• **Task brief**
Scan the data. Collect each line that contains the word "Oliveiras".

• **Data supplied**
_____

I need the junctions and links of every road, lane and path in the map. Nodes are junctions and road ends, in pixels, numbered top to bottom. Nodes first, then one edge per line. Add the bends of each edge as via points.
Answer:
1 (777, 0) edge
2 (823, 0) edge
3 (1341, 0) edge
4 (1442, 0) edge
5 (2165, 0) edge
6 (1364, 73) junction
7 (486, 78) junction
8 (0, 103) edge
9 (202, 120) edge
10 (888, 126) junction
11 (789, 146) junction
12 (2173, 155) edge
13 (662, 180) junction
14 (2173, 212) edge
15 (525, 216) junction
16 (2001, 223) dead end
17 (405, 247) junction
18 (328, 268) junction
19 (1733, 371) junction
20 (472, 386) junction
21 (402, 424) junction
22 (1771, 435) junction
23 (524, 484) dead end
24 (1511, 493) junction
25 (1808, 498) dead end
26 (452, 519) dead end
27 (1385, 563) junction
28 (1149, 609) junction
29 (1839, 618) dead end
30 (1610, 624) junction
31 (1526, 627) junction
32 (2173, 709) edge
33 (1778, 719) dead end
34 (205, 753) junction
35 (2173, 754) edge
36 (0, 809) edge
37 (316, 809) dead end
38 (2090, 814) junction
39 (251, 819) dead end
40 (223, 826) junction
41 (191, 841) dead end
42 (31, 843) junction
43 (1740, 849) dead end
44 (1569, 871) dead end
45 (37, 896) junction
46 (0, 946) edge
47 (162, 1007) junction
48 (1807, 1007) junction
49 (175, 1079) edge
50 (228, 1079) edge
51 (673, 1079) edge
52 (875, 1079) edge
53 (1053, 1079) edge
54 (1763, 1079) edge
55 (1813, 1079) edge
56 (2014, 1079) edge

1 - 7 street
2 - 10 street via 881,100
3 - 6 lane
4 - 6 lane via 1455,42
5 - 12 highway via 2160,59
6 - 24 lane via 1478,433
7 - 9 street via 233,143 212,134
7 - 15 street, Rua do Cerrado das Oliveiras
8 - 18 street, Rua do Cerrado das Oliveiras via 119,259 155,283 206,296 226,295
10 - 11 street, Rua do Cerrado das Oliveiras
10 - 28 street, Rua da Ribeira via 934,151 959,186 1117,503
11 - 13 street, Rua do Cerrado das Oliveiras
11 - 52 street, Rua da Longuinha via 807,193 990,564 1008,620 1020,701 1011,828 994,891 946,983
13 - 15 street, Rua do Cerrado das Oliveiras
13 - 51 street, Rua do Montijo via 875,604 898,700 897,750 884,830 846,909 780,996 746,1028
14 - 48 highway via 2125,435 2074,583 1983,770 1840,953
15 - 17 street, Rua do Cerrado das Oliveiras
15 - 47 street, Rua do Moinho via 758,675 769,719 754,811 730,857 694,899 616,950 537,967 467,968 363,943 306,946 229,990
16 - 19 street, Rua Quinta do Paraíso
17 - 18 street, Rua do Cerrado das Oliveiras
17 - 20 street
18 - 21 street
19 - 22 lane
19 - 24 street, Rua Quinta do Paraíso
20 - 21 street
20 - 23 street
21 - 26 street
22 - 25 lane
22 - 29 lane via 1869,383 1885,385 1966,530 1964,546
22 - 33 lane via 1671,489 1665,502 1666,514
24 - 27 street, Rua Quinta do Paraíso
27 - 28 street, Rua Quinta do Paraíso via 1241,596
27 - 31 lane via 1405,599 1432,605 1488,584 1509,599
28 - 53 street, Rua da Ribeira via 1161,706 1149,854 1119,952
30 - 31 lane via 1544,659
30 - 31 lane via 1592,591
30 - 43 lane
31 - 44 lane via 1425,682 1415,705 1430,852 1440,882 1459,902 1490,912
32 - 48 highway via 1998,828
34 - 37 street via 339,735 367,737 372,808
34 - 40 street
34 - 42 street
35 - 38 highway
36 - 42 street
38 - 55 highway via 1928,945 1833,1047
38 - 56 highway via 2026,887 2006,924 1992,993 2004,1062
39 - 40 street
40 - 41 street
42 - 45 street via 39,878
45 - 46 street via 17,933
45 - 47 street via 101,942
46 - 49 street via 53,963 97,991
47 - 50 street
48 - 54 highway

_____

• **Exercise answer**
7 - 15 street, Rua do Cerrado das Oliveiras
8 - 18 street, Rua do Cerrado das Oliveiras via 119,259 155,283 206,296 226,295
10 - 11 street, Rua do Cerrado das Oliveiras
11 - 13 street, Rua do Cerrado das Oliveiras
13 - 15 street, Rua do Cerrado das Oliveiras
15 - 17 street, Rua do Cerrado das Oliveiras
17 - 18 street, Rua do Cerrado das Oliveiras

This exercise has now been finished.